Changement d'affectation : bien comptabilisé en tant qu'immobilisation
Lorsqu'un immeuble est inscrit en stock, le point de départ du délai de régularisation se situe à la date à laquelle l'immeuble est considéré comme une immobilisation. Ce changement d'affectation est effectif lorsque le bien est comptabilisé comme tel dans la comptabilité de l'entreprise (BOFiP-TVA-DED-60-20-10-§ 155-02/03/2016).
À cet égard, lorsqu'un assujetti, dont l'activité porte sur la vente d'immeubles, utilise en tant qu'immobilisation un immeuble qu'antérieurement il destinait à la vente, le point de départ du délai de régularisation, se situe à la date à laquelle ce changement d'affectation est intervenu et à laquelle, en pratique dans sa comptabilité, il a transféré l'immeuble de ses comptes de stocks à un compte d'immobilisation. Ce changement d'affectation donne lieu à la taxation d'une LASM (CGI art. 257, II.1.2°) si le bien immobilier est désormais utilisé pour la réalisation d'opérations n'ouvrant pas droit à une déduction complète de la TVA (voir § 1-6).

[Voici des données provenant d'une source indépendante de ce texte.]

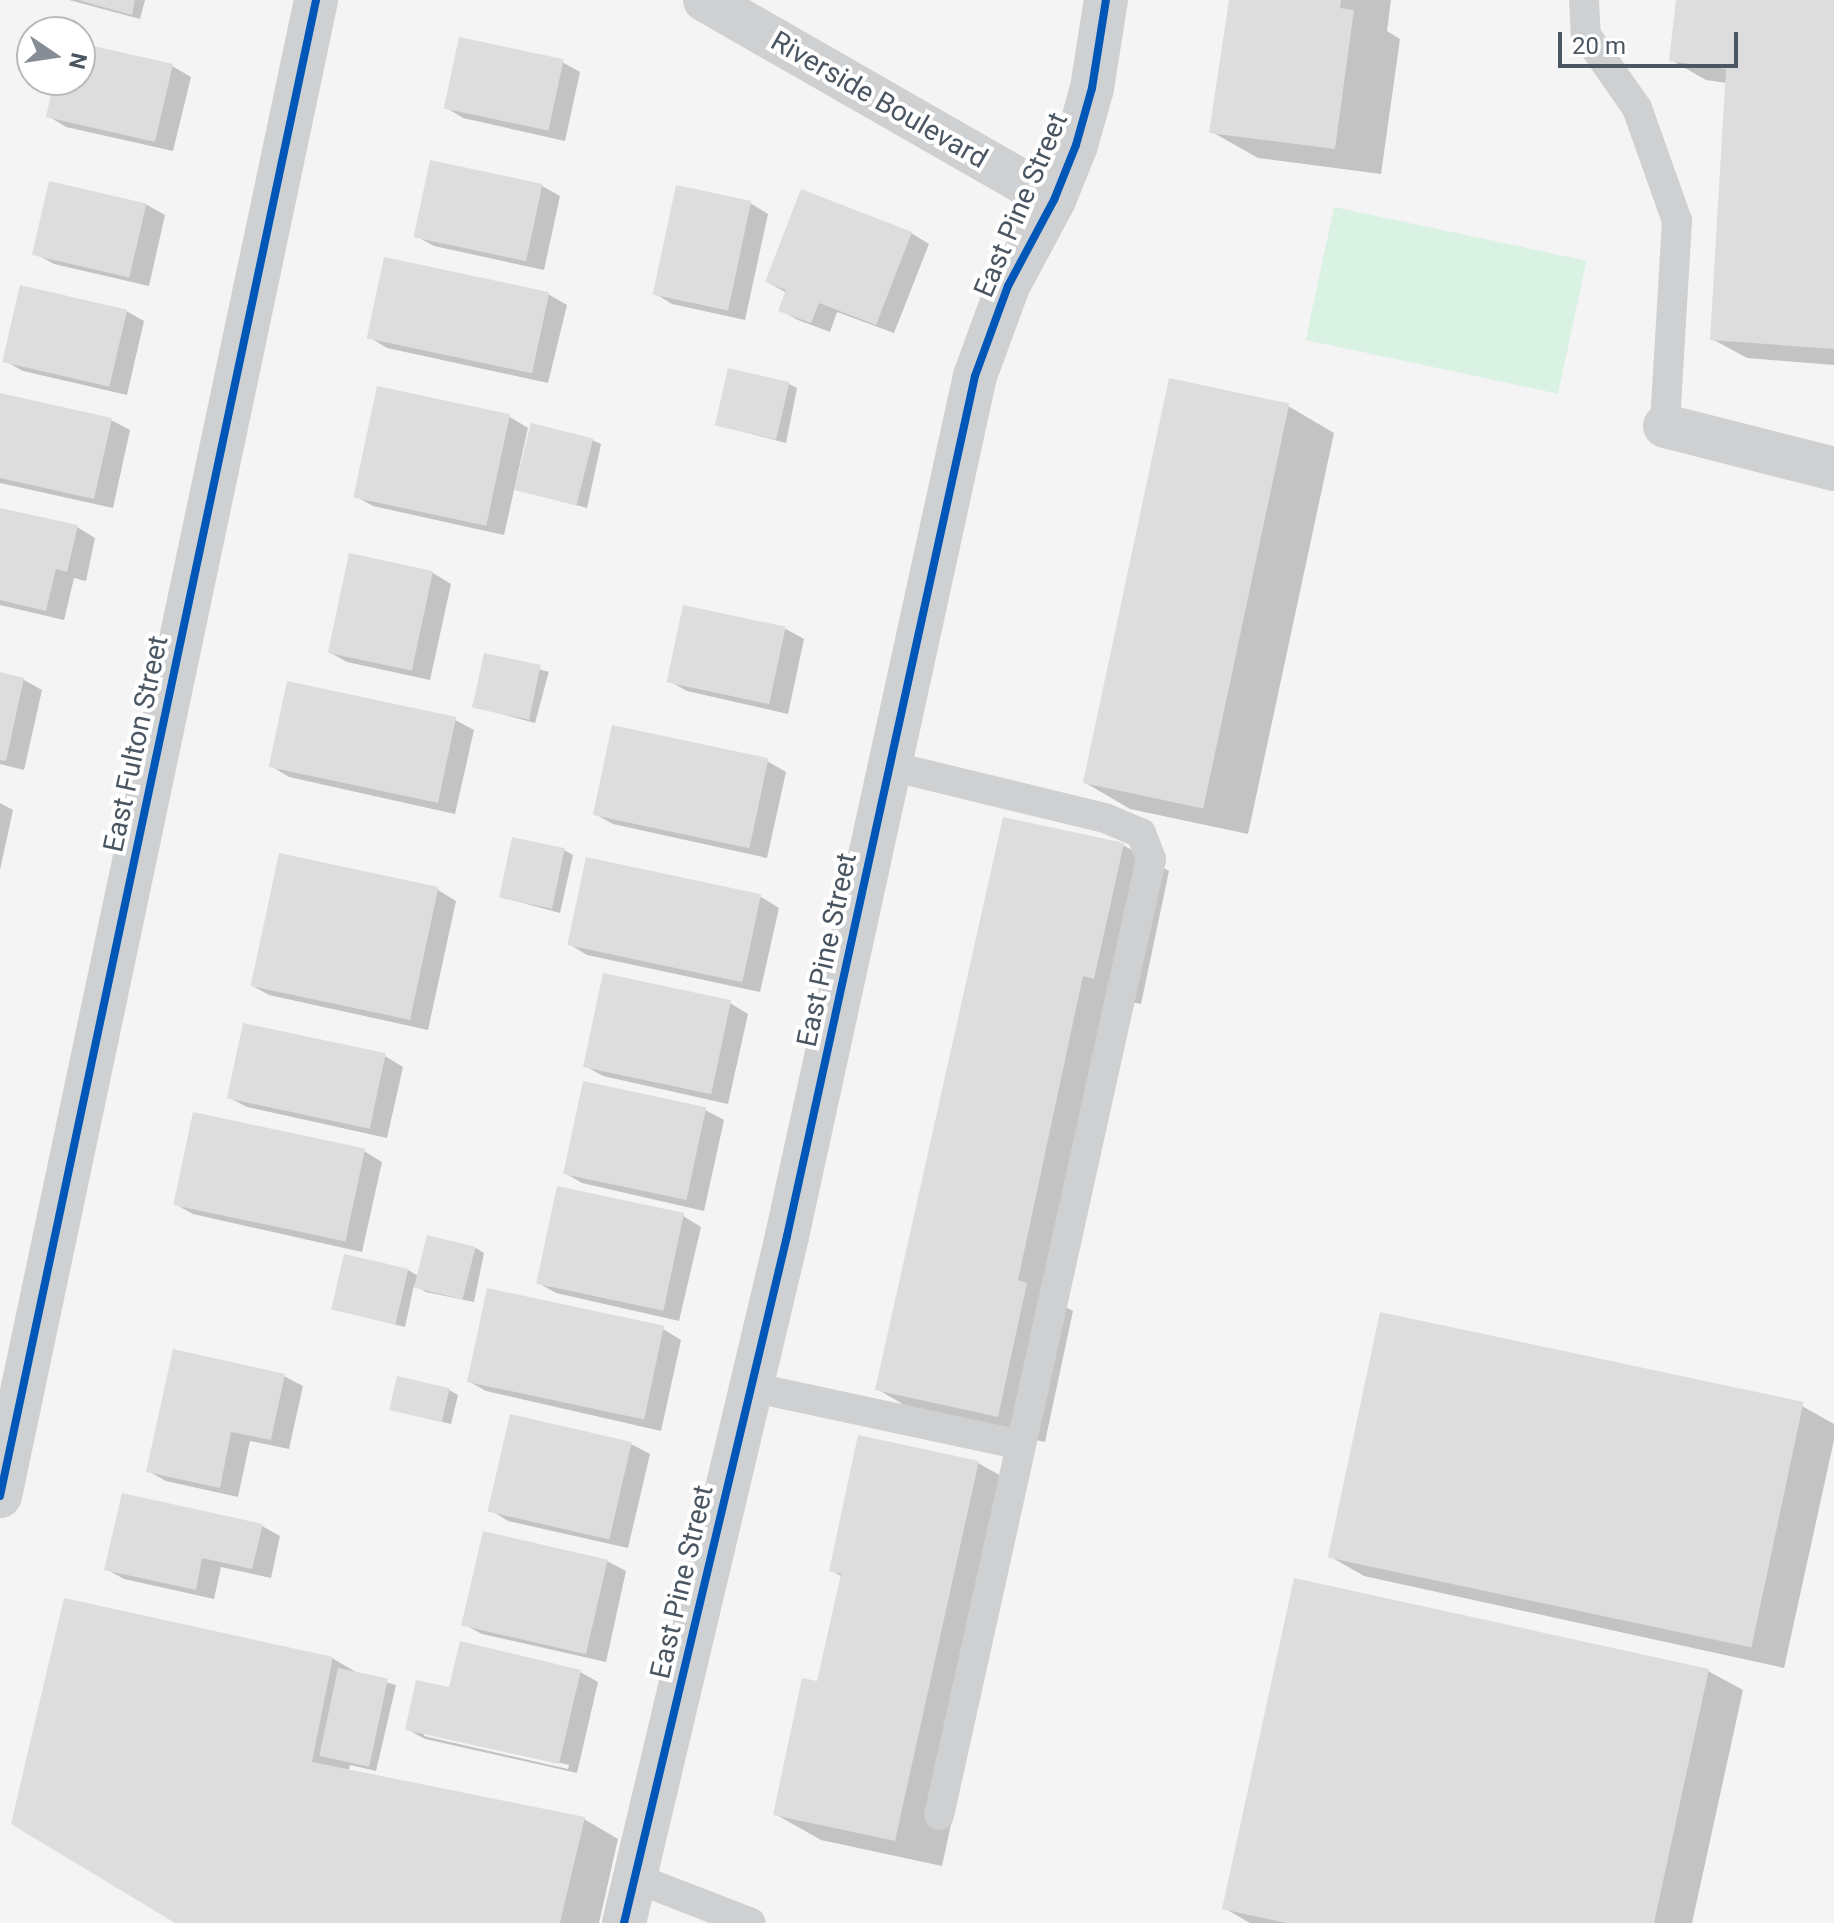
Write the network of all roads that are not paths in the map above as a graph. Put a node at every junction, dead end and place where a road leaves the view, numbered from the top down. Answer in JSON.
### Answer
{"nodes":[{"id":1,"x":316,"y":0,"type":"edge"},
{"id":2,"x":705,"y":0,"type":"edge"},
{"id":3,"x":1106,"y":0,"type":"edge"},
{"id":4,"x":1584,"y":0,"type":"edge"},
{"id":5,"x":1054,"y":200,"type":"junction"},
{"id":6,"x":1665,"y":426,"type":"joint"},
{"id":7,"x":1834,"y":469,"type":"edge"},
{"id":8,"x":890,"y":766,"type":"junction"},
{"id":9,"x":751,"y":1387,"type":"junction"},
{"id":10,"x":1021,"y":1445,"type":"junction"},
{"id":11,"x":0,"y":1496,"type":"edge"},
{"id":12,"x":939,"y":1815,"type":"dead end"},
{"id":13,"x":635,"y":1878,"type":"junction"},
{"id":14,"x":624,"y":1923,"type":"edge"},
{"id":15,"x":751,"y":1923,"type":"edge"}],
"edges":[{"from":1,"to":11,"type":"street","name":"East Fulton Street"},
{"from":2,"to":5,"type":"street","name":"Riverside Boulevard"},
{"from":3,"to":5,"type":"street","name":"East Pine Street"},
{"from":4,"to":6,"type":"lane"},
{"from":5,"to":8,"type":"street","name":"East Pine Street"},
{"from":6,"to":7,"type":"street"},
{"from":8,"to":9,"type":"street","name":"East Pine Street"},
{"from":8,"to":10,"type":"lane"},
{"from":9,"to":10,"type":"lane"},
{"from":9,"to":13,"type":"street","name":"East Pine Street"},
{"from":10,"to":12,"type":"lane"},
{"from":13,"to":14,"type":"street","name":"East Pine Street"},
{"from":13,"to":15,"type":"lane"}]}
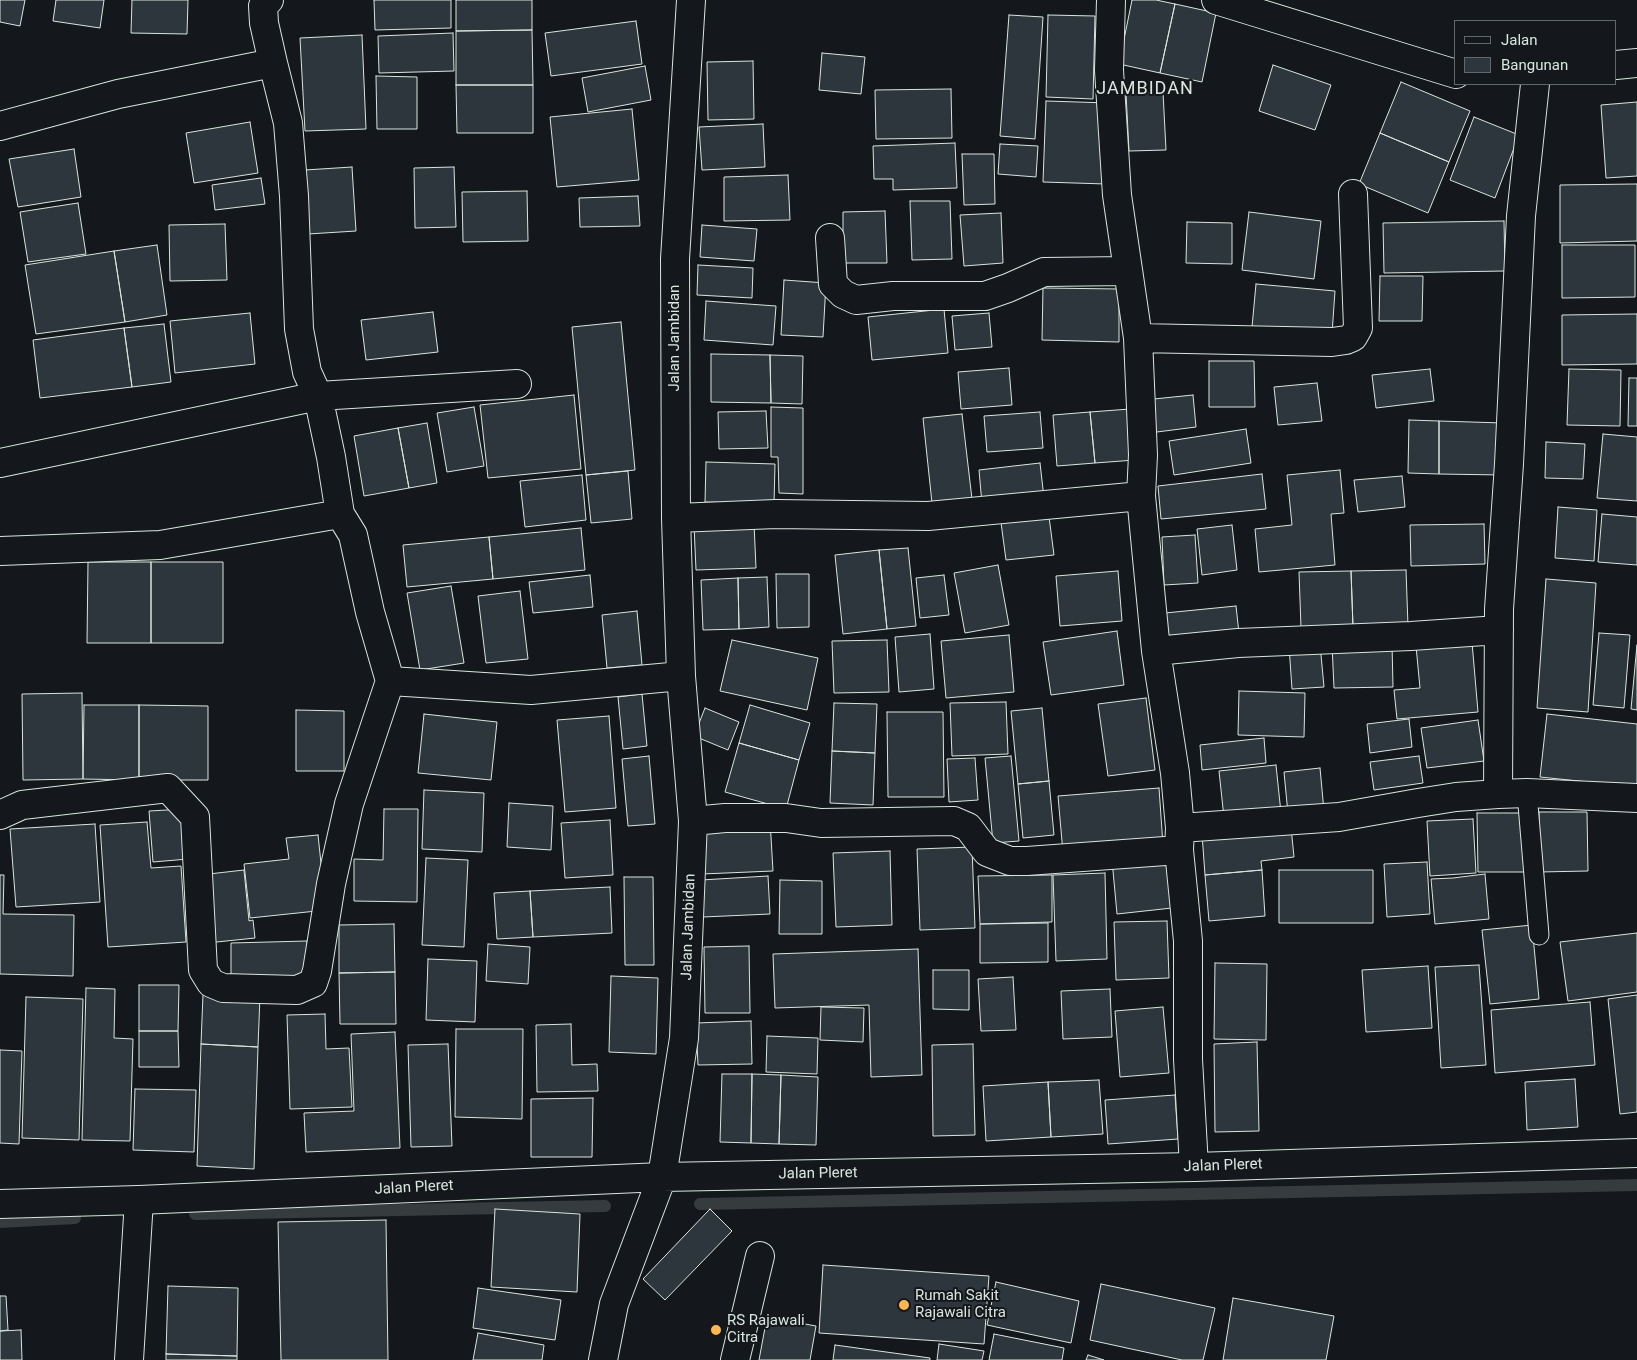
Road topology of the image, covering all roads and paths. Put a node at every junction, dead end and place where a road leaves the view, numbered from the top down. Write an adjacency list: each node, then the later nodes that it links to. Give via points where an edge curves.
1 (268, 0): 6 (street, via 264,6 264,23)
2 (691, 0): 20 (street, Jalan Jambidan, via 675,258)
3 (1111, 0): 13 (street, via 1110,90 1117,195)
4 (1216, 0): 8 (street)
5 (1637, 62): 7 (street)
6 (273, 63): 10 (street, via 118,94); 16 (street, via 288,123 299,329 307,372)
7 (1617, 64)
8 (1454, 73)
9 (1535, 85): 22 (street, via 1521,216)
10 (0, 126)
11 (1353, 194): 14 (street, via 1358,328 1353,337 1332,342)
12 (830, 238): 13 (street, via 833,284 856,300 893,296 985,296 1044,272)
13 (1127, 271): 14 (street)
14 (1138, 338): 18 (street, via 1143,455)
15 (517, 384): 16 (street)
16 (318, 396): 17 (street); 19 (street)
17 (0, 463)
18 (1141, 496): 20 (street, via 928,516 776,514); 23 (street)
19 (340, 514): 21 (street, via 160,545); 25 (street, via 353,535)
20 (676, 518): 24 (street, Jalan Jambidan)
21 (0, 551)
22 (1498, 630): 23 (street, via 1288,640); 27 (street)
23 (1156, 651): 31 (street, via 1175,773)
24 (681, 676): 25 (street, via 532,690); 30 (street, Jalan Jambidan)
25 (390, 681): 29 (street, via 349,804 331,884 317,971 313,983 297,990 223,988 211,983 203,970 195,817 168,788 22,806)
26 (1527, 793): 27 (street); 28 (street); 32 (lane)
27 (1498, 794): 31 (street, via 1456,797)
28 (1637, 798)
29 (0, 815)
30 (693, 821): 31 (street, via 786,818 820,823 954,821 968,827 987,852 1010,861); 35 (street, Jalan Jambidan, via 684,1038)
31 (1180, 839): 34 (street, via 1188,941 1188,1059)
32 (1539, 936)
33 (1637, 1153): 34 (street, Jalan Pleret)
34 (1194, 1167): 35 (street, Jalan Pleret)
35 (662, 1177): 36 (street, Jalan Pleret); 40 (street, Jalan Jambidan, via 614,1304)
36 (139, 1200): 37 (street, Jalan Pleret); 39 (street)
37 (0, 1204)
38 (760, 1256): 41 (street)
39 (129, 1360)
40 (603, 1360)
41 (735, 1360)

Immeuble neuf maintenu en stock assimilé à une immobilisation
Lorsque l’immeuble (ou la fraction d’immeuble) en stock est utilisé pour une activité ou une opération placée dans le champ de la TVA, mais qui n’ouvre pas droit à déduction (par exemple une location exonérée), l’investissement immobilier doit supporter des régularisations de la taxe déduite comparables à celles qui devraient intervenir s’il était immobilisé, sous réserve néanmoins que cette situation tende à se prolonger.
Ainsi, un immeuble locatif maintenu en stock est considéré comme immobilisé lorsque au-delà du 31 décembre de la deuxième année qui suit celle au cours de laquelle est intervenu l’achèvement de l’immeuble, il est utilisé pendant plus de 1 an à une opération relevant d’une activité économique (CGI art. 256 A ; CGI, ann. II art. 207, IV.3 ; voir RF 1065, @ § 6407).
En pratique, il s’ensuit que l’assimilation à un bien immobilisé ne peut prendre effet au plus tôt qu’au début de l’année N + 4 suivant l’achèvement. Mais une fois constatée, cette qualification demeure acquise quand bien même il serait mis fin à la situation qui l’a justifiée.
La période de régularisation est ainsi décomptée à partir de l’année où l’assimilation a été constatée (CGI, ann. II art. 207, II.3 ; BOFiP-TVA-IMM-10-30-§ 330-02/03/2016 ; BOFiP-TVA-DED-60-20-10-§ 155-02/03/2016).